The tests which working great within browser failed using rhino/env.js. That was weird and unfortunately tracebacks were useless. I've started to go deeper and found an article which make things clear to me: Sinon.js have issues with timers.

Update: I've fixed issue with Sinon.JS Fake Timers and Rhino.js

I've made small stub to replace functionality of fake timeouts from Sinon.js and wow, tests are passed!
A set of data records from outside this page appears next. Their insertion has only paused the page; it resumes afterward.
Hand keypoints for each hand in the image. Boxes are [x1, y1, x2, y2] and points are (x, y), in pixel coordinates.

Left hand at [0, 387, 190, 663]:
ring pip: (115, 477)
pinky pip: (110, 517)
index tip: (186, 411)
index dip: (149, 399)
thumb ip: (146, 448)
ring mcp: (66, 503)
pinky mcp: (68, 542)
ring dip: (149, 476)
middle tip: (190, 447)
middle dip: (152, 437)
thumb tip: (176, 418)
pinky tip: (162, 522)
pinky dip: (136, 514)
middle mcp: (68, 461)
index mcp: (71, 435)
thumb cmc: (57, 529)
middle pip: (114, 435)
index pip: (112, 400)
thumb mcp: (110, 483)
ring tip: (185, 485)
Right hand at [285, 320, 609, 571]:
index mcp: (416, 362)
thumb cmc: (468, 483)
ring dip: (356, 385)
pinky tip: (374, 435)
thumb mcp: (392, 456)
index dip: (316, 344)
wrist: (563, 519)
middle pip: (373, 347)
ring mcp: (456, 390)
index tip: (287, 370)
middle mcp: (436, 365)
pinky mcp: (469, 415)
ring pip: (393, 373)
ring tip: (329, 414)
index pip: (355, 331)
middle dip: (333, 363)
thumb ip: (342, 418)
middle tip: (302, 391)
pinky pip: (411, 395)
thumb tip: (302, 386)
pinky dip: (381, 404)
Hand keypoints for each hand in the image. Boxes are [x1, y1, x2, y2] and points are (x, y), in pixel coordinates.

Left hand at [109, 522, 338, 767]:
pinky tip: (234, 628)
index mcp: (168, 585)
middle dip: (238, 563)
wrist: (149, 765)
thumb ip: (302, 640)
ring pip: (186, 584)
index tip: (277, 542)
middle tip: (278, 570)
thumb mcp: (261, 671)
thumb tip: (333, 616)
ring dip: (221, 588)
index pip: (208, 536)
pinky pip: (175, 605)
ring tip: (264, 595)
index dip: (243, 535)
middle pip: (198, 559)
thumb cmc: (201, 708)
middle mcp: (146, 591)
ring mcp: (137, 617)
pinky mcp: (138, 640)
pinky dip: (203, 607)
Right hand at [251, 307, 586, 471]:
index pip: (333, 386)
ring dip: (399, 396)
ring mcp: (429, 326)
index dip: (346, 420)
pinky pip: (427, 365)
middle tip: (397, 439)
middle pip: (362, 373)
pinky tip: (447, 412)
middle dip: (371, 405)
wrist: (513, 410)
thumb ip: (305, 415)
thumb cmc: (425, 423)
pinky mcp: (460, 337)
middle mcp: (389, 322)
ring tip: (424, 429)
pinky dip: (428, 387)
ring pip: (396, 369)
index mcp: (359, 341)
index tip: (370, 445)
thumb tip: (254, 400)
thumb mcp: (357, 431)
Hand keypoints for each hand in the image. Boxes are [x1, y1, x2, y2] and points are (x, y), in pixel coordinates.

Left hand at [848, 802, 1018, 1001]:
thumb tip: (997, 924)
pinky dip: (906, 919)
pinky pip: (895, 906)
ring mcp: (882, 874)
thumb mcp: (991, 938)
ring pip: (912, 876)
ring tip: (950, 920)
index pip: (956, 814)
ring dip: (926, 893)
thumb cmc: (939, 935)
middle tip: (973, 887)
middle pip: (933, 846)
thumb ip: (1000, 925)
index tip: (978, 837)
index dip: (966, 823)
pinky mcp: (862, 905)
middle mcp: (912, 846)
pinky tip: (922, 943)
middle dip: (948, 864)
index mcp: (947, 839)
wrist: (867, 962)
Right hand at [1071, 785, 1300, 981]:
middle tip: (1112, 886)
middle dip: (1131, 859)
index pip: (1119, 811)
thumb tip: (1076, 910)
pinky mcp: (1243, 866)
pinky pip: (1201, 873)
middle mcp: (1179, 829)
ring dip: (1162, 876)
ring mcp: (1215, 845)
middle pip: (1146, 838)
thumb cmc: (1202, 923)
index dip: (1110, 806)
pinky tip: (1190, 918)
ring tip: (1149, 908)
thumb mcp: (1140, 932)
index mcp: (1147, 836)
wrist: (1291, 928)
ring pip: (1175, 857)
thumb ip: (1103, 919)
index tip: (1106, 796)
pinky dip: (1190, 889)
// setTimeout/clearTimeout stub using Underscore.js
var FakeTimeout = function () {
  var self = this,
  timers = [],
  counter = 1,
  timeoutOrig = setTimeout,
  clearOrig = clearTimeout;

  // add new timeout to the queue
  this.setTimeout = function (f, timeout) {
    var id = counter++;
    timers.push({
      'callback': f,
      'timeout': timeout,
      'id': id
    });
    return id;
  };

  // cleanup timeout
  this.clearTimeout = function (id) {
    timers = _.filter(timers, function (item) {
      return item.id !== id;
    });
  };

  // tick the clock by timeout
  this.tick = function (timeout) {
    var timerToRemove = [];
    _.each(timers, function (timer) {
      if (timer.timeout - timeout <= 0) {
        timer.callback();
        timerToRemove.push(timer);
      } else {
        timer.timeout = timer.timeout - timeout;
      }
    });
    timers = _.difference(timers, timerToRemove);
  };

  // install fake timers
  this.install = function () {
    setTimeout = _.bind(this.setTimeout, this);
    clearTimeout = _.bind(this.clearTimeout, this);
  };

  // restore the original timers
  this.restore = function () {
    setTimeout = timeoutOrig;
    clearTimeout = clearOrig;
  };
};

Here is how to use it:
// Usage:
var timeout = new FakeTimeout();

// Somewhere in your code
timeout.install();

// ... some functionality which use setTimeout/clearTimeout
timeout.tick(1000);

// restore the state of setTimeout/clearTimeout
timeout.restore()


The code require Underscore.js 

The conclusion is to keep it simple. I don't get why you guys need so much code for such simple thing.